[Directions]: Scan the data below for lines containing the string "Nero" and give only how many there are.

Dataset entries below:

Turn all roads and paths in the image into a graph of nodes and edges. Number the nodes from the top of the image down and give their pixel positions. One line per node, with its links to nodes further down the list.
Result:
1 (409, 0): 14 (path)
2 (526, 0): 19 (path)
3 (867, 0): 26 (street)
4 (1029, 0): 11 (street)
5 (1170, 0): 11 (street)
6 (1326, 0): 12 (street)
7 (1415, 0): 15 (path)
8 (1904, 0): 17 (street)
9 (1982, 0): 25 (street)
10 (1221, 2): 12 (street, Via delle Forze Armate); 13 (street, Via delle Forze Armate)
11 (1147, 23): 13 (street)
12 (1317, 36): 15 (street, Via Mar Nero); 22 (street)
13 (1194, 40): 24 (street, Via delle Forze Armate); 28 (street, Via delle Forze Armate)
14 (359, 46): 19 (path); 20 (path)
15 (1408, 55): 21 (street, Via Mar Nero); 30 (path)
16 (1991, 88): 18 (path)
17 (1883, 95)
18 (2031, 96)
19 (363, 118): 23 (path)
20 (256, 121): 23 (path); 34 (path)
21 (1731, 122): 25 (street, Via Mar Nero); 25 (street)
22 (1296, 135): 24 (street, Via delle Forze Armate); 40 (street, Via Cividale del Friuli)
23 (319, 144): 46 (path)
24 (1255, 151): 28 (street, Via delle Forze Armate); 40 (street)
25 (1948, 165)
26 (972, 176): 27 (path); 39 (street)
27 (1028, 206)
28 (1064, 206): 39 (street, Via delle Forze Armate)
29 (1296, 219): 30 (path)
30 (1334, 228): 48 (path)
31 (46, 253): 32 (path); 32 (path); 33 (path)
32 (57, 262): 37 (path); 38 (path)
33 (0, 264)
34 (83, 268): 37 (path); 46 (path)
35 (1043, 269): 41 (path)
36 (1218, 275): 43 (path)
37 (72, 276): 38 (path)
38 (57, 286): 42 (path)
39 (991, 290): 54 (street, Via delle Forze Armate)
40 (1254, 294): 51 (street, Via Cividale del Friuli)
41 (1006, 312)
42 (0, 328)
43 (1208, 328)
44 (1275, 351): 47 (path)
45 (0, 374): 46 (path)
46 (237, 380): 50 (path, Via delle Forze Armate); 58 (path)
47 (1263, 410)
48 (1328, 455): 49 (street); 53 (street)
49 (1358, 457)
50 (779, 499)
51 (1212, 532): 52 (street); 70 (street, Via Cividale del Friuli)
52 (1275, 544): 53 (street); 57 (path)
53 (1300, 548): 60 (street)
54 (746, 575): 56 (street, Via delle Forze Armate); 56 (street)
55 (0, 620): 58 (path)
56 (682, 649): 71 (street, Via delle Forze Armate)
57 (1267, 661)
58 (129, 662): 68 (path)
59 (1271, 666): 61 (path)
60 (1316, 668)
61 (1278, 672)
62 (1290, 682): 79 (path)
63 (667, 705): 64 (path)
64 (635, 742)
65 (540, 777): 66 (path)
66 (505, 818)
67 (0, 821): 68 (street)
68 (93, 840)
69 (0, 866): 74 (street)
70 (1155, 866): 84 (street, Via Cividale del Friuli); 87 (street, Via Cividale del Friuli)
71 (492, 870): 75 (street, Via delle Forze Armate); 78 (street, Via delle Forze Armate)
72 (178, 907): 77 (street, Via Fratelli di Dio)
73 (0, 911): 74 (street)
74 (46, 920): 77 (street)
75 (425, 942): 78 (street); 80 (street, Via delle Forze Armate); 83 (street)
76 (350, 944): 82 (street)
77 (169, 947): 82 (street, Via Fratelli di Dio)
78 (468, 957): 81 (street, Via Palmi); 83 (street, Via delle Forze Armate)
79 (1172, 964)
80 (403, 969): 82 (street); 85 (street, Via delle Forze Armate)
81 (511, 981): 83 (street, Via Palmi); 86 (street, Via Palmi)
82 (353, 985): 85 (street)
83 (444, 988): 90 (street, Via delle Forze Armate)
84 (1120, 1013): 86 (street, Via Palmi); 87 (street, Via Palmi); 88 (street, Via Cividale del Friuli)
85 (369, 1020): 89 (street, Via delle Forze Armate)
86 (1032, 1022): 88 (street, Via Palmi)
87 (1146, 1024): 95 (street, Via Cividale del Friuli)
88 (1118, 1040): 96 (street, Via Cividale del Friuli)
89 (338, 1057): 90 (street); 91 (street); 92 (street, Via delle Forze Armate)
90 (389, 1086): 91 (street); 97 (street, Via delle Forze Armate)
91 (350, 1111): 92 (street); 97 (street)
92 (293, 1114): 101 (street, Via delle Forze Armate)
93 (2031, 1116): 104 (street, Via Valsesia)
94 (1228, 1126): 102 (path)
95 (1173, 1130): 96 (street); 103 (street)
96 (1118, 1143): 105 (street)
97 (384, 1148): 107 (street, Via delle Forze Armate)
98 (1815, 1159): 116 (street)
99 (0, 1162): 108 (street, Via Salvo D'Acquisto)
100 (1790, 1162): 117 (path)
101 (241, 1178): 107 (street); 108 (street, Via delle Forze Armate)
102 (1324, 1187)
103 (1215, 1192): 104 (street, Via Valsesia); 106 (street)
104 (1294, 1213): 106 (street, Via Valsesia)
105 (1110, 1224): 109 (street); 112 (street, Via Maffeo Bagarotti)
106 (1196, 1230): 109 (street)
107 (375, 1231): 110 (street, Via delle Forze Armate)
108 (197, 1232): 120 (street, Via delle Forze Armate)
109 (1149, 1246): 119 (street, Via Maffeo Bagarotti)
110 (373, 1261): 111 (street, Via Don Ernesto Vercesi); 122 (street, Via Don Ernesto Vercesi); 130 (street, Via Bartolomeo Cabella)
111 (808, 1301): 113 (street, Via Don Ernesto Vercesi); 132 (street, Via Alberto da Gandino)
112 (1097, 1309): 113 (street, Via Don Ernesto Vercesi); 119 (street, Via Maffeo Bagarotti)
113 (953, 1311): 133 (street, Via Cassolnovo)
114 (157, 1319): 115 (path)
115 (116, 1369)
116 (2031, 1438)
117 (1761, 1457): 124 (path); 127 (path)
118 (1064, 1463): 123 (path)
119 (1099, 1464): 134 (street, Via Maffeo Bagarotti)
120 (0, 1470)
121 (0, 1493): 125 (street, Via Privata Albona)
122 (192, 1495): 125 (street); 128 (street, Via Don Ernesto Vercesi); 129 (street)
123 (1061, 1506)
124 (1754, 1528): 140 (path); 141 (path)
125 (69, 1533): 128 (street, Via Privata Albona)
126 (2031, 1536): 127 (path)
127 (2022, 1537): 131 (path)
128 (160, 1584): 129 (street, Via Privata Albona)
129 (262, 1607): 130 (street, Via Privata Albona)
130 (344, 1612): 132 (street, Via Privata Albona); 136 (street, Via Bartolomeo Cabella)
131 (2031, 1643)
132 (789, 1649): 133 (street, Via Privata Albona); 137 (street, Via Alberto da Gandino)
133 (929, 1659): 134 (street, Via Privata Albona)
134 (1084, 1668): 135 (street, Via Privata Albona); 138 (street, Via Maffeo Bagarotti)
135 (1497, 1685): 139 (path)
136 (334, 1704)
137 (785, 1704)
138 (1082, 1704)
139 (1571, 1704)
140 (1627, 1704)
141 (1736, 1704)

End of Dataset entries.

[Written reply]: 3